# Poe 2nd Annual Cask of Amontillado Event - Baltimore, MD - March 27, 2010



## Johnny Thunder (Feb 24, 2006)

My friend The Evil Squire passed along this cool information that I thought I would share with any of our above 21 yr old members -

Wine, art, many wonderful performances, palm reading - and who wouldn't want their picture taken with Poe's corpse? I mean, c'mon!

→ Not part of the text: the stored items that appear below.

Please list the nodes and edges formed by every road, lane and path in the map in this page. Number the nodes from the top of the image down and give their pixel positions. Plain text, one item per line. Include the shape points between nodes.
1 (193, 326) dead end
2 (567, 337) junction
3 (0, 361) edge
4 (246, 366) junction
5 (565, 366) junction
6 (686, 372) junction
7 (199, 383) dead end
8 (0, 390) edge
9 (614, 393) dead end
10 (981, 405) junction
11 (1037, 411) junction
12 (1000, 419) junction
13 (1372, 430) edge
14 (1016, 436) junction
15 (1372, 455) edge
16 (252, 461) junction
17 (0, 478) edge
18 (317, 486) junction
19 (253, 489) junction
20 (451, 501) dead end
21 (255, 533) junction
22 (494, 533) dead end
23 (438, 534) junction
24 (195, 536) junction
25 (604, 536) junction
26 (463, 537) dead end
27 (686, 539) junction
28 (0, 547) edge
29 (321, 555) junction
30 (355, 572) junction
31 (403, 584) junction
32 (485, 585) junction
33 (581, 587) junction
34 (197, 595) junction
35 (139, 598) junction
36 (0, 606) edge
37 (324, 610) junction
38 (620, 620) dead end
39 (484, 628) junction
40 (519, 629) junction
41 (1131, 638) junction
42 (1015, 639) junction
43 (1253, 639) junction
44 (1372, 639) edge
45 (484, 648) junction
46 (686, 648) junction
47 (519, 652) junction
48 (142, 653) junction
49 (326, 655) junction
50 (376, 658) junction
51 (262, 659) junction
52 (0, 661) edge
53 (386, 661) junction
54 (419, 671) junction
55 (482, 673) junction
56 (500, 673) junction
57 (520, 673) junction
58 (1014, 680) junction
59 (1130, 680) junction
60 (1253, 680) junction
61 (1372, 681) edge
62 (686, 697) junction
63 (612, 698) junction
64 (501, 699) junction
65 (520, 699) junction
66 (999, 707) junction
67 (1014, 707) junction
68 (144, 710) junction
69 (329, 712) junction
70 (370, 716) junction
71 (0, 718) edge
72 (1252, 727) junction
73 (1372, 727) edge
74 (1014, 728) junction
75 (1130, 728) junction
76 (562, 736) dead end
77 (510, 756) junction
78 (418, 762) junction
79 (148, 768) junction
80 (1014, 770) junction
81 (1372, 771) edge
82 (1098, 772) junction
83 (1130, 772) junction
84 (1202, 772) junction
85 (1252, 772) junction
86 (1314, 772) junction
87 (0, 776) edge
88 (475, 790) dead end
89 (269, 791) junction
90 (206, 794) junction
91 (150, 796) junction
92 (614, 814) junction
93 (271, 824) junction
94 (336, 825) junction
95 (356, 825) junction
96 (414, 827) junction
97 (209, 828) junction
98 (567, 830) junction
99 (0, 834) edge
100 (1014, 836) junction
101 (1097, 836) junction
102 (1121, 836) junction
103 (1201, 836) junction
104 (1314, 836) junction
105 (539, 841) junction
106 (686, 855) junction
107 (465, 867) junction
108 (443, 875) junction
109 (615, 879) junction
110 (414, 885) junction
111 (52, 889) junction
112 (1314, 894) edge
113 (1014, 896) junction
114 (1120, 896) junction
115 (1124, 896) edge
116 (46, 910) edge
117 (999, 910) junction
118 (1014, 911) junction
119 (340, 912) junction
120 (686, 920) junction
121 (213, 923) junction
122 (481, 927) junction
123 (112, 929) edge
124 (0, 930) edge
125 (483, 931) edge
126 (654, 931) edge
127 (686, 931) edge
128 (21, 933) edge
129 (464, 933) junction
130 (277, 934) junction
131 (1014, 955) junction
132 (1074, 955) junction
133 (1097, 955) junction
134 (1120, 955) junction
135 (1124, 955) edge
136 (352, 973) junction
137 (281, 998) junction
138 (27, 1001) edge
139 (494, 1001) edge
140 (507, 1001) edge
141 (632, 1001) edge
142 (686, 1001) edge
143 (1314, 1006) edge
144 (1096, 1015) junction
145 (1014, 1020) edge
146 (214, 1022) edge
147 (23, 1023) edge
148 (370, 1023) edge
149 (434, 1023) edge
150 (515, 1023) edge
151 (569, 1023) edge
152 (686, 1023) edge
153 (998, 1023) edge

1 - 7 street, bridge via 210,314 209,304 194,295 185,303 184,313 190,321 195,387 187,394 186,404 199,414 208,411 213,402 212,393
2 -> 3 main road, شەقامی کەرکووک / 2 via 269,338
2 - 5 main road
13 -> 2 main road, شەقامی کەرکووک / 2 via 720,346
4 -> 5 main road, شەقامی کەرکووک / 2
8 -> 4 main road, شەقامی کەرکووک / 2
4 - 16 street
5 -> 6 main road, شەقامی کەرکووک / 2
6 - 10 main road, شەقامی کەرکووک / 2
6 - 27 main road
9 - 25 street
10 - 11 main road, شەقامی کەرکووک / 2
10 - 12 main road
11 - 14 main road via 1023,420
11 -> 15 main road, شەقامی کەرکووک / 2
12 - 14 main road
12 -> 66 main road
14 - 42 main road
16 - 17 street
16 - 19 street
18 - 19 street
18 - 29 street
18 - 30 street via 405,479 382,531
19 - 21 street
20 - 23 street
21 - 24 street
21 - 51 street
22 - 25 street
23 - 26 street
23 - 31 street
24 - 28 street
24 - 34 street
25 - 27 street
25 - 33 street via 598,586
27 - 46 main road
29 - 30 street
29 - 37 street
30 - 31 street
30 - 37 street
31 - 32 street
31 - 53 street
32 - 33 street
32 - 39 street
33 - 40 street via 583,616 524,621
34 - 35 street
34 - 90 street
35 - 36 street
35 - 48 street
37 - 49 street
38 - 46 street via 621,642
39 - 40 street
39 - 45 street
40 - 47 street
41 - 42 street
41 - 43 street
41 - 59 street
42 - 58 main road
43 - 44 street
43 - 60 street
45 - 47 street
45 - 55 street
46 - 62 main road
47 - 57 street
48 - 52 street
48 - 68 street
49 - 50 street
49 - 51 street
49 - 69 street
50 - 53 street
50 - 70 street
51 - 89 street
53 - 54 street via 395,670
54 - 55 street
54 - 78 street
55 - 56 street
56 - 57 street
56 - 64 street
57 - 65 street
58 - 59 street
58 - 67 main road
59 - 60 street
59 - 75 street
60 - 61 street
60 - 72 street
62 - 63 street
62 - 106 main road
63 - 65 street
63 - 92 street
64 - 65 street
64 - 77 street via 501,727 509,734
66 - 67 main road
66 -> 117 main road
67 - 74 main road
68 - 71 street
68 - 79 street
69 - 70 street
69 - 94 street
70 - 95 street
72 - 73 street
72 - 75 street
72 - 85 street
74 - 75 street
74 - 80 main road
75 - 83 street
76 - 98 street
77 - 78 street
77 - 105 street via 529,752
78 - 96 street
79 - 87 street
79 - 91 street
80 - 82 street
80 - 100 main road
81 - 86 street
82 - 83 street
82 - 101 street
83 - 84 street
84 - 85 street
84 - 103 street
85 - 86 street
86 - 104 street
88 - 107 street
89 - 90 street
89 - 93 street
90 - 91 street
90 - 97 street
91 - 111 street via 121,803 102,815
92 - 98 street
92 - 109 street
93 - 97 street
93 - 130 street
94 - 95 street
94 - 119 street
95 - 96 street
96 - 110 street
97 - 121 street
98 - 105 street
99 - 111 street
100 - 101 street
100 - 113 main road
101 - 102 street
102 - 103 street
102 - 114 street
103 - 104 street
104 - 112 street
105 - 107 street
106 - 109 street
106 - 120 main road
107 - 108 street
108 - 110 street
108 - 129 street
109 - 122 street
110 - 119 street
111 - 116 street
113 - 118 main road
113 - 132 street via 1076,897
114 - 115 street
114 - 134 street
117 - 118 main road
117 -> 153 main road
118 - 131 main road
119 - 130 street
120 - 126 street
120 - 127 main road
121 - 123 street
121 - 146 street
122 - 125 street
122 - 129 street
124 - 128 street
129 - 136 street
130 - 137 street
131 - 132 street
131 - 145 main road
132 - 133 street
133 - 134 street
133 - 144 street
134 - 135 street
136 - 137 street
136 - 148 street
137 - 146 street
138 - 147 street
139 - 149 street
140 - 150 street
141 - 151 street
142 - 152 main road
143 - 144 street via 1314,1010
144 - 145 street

http://www.poebicentennial.com/events.html


----------



## Hauntiholik (May 17, 2006)

> Join us on Saturday, March 27th for the 2nd Annual AMONTILLADO WINE TASTING EVENT-WINE TASTING AMONG THE BONES 2010 at Westminster Hall, the burial place of Edgar Allan Poe.
> 
> Featuring WOODHALL WINE CELLARS and LUSTAU SHERRY, join The Wine Coach, LAURIE FORSTER, for an afternoon of wonderful wine tasting, fun art, entertainment, and tours of the catacombs beneath Westminster Hall!
> 
> ...


Information was taken from http://poebicentennial.com/blog.html


----------



## RoxyBlue (Oct 6, 2008)

This is not far from us, but of course, because there is something cool going on, I have something already scheduled for the early evening that day - grrrr!


----------



## RoxyBlue (Oct 6, 2008)

JT, if you happen to do a road trip for this, be sure to let us know.


----------



## Johnny Thunder (Feb 24, 2006)

I will, definitely -


----------